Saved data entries
──────

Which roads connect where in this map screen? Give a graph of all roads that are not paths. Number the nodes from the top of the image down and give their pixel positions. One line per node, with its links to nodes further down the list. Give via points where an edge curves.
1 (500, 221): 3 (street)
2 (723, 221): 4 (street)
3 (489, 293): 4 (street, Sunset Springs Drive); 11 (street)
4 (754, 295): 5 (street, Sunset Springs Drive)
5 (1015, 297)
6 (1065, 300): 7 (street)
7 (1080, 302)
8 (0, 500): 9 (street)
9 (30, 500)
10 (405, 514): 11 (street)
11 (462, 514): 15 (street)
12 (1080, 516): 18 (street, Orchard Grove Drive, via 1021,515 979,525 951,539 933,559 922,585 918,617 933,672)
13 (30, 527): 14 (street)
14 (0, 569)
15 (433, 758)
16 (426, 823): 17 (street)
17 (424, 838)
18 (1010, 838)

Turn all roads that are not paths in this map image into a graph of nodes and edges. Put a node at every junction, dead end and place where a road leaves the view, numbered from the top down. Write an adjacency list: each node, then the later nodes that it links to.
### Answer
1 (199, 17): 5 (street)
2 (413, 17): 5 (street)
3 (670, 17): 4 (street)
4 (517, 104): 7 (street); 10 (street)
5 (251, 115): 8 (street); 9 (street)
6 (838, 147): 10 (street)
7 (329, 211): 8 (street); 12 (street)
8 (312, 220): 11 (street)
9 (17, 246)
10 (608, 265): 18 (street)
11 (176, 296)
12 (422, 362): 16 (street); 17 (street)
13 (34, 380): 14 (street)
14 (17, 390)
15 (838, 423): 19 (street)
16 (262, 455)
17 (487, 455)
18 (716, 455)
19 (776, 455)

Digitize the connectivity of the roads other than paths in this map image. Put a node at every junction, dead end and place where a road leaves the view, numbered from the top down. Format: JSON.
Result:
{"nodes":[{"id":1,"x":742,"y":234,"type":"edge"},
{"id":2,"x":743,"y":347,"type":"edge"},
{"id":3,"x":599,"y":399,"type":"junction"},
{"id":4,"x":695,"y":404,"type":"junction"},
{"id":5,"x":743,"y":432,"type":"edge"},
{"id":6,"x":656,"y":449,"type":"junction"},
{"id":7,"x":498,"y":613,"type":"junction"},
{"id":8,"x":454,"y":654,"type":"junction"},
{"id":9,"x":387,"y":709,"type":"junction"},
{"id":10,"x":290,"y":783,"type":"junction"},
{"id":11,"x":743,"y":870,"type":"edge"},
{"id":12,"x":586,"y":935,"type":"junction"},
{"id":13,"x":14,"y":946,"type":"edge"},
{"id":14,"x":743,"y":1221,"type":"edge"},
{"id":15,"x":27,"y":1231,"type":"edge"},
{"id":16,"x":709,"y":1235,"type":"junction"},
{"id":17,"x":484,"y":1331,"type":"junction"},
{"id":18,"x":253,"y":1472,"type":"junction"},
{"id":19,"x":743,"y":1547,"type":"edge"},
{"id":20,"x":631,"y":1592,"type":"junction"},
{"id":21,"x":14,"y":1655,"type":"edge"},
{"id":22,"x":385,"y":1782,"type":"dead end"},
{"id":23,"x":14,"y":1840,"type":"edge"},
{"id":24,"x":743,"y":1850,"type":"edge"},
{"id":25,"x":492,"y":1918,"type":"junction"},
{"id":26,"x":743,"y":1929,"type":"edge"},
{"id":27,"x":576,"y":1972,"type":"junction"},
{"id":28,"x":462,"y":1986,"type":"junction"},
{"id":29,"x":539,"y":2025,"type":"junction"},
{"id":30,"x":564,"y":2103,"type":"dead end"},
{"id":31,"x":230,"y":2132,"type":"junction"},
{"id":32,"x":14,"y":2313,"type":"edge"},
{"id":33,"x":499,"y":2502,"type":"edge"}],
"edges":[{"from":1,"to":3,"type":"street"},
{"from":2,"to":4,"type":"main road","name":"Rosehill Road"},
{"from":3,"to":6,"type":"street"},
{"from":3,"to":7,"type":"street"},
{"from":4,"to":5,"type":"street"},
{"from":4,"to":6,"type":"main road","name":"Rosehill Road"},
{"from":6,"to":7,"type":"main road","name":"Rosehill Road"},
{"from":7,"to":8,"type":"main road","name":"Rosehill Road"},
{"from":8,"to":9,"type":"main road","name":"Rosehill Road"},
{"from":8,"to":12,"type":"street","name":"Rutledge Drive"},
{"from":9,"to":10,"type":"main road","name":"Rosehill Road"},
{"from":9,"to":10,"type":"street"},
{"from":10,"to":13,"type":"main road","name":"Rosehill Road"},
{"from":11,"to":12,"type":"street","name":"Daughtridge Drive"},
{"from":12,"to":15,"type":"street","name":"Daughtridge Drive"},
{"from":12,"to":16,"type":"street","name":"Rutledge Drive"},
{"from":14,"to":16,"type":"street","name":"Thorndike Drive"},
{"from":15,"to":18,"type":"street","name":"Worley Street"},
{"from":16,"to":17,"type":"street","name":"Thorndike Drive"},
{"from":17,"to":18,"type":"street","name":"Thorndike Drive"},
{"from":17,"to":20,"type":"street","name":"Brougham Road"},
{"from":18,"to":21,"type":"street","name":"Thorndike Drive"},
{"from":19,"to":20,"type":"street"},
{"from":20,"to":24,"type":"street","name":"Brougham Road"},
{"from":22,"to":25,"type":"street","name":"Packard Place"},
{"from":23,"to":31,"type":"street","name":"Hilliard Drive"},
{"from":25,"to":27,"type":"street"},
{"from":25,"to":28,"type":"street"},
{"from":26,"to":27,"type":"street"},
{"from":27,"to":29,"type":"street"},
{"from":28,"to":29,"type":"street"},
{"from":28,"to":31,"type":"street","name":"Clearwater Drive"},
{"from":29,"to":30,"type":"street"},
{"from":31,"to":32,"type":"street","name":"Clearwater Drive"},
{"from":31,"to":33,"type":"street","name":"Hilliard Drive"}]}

──────

Goal of the exercise | From the data, collect all lines where the string "Rutledge" appears.

Output of the exercise |
{"from":8,"to":12,"type":"street","name":"Rutledge Drive"},
{"from":12,"to":16,"type":"street","name":"Rutledge Drive"},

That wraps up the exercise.